Mini-tightrope surgery for bunions

I have been asked to comment on ‘mini-tightrope bunion surgery’

This is currently promoted as ‘the latest technique’. For that you should read ‘new and therefore unproven’. The outcome of any foot surgery is to be measured over many years – perhaps a minimum of twenty – since these feet need to serve their owner for those years ahead.

The concept is not new. I contemplated this approach many years ago and have done cadaveric studies to try and establish its merits. However there were a number of significant complications to be anticipated. For that reason I have never done this surgery and would not endanger my patients in this way. Many variants of this have been attempted in the past, including using screws to force together the metatarsals of the great and second toes, and the smaller and thinner second metatarsal. That did not work, as the screw rapidly pulled out of the bone, leaving a weak second metatarsal, which then often broke. So it is not as new as these authors would have you believe. What is relatively new is the ‘tight-rope’ originally designed for other purposes, and characterized by the ‘toggle’ which allows this band to be tightened (and over-tightened) relatively easily and the material ‘fibrewire’.

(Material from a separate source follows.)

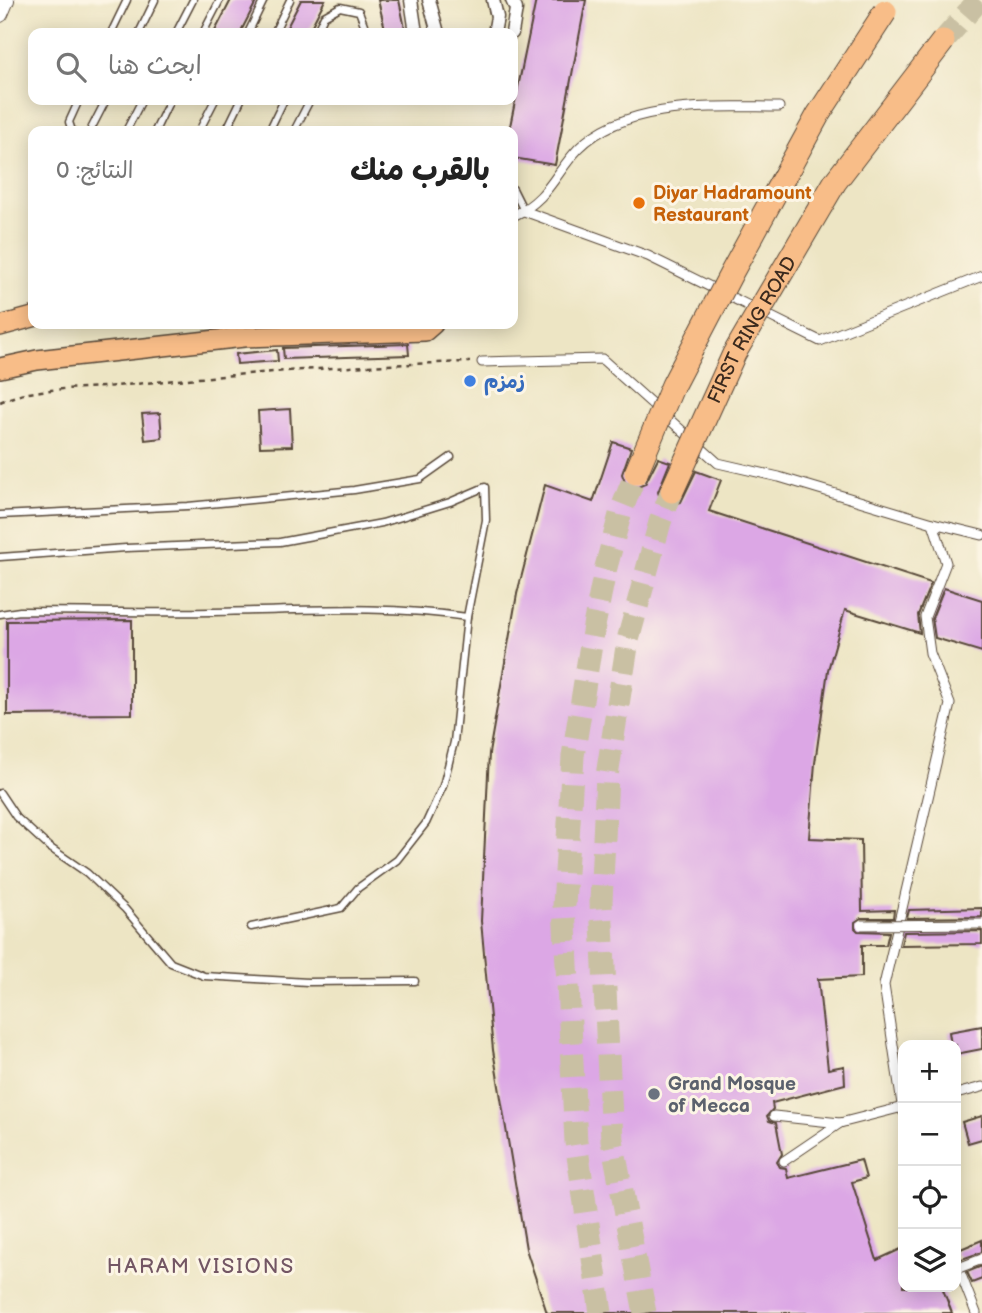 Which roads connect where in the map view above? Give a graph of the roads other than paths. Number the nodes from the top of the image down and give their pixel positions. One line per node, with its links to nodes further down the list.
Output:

The loads on the foot are very high. These are multiplied during walking be various leverages, and the loads on the mini-tightroap wire are likely to be sufficient to cause the wire, or toggle to cause pressure atrophy of the bone, where this is attached.  This could cause the implant to cut free of bone, damaging the bone in the process.

A number of surgeons/podiatrists have felt sufficiently confident to place their procedure on U-tube. Therefore they must expect a commentary (although I notice that the comment facility on some has been disabled) and I will use their claims to answer my reader.

Let us take their demonstrations one at a time to point out criticism.

Firstly there does not seem to be a single procedure, but a number of not so closely related variants.

Dr. Sadriech  inserts the wire a fair way down the great metatarsal and it penetrates the base of the second metatarsal in such a way as to interfere with the joint between the second and third metatarsal bases – potentially damaging that joint – a potent source of future pain.

He says that the ‘bunion’ is an ‘outgrowth’- which it is not – and promptly cuts off a perfectly normal part of the great metatarsal head, damaging that joint with the potential for a future osteoarthritis He describes this a ‘removal of the actual (mumble)’.  

Dr. George Homes

(An orthopaedic surgeon this time) also cuts away the normal metatarsal head, calling it a ‘medial exostosis’ presumably on the basis that if something is given a nasty sounding name surgical removal is approved. However he puts the wire through quite a different part of the great metatarsal from the previous surgeon, and also through the phalanx (the toe itself). Therefore there are now two drill holes through great metatarsal, with a not insignificant weakening of a bone which has to accept great loads. A subsequent ‘fatigue fracture’ would not come as a surprise. He says ‘cuneiform bone’ when the structure is actually the metatarsal.

The large incision on the inside (medial) is placed exactly over the medial digital nerve. If this is damaged it will produce chronic numbness and/or pain, particularly if the shoe make abrasive contact with this area, as is usual.

Dr. Allen Selner treats someone who does not have a bunion, and does not have a crooked toe (as he claims). This patient has an entirely different problem (not a bunion), a ‘hallux rigidus‘ with a dorsal cheilosis. This is an outgrowth, but related to an entirely different entity, and the lump is not placed on the inside of the great toe, but on top of the metatarsal.

Dr Selner draws on the x-ray, claiming that he is demonstrating  ‘arthritic bone’. It is not (and neither is it the dorsal cheilosis). Once again this is normal anatomy which does not deserve to be deformed in the way we saw on the u-tube.

One more point, forcing the great metatarsal towards the second ray (toe) must damage and adversely realign the great metatarsal-cuneiform joint. This is well demonstrated in the skeletal models in the u-tube presentations but ignored in the commentary.

I notice that many of these people have general anaesthesia, when a regional (local anaesthetic) block would have many advantages.

I may not have answered my reader’s query entirely, but I hope that I have demonstrated that caution is due when a medical procedure is claimed to be a ‘major advance’ the ‘newest’ and similar hyperbole.

Any similar or specific queries will be welcomed, and I invite responses from the three surgeons mentioned, or any other people professionally involved in foot problems. Perhaps these same patients might also like to comment as time passes.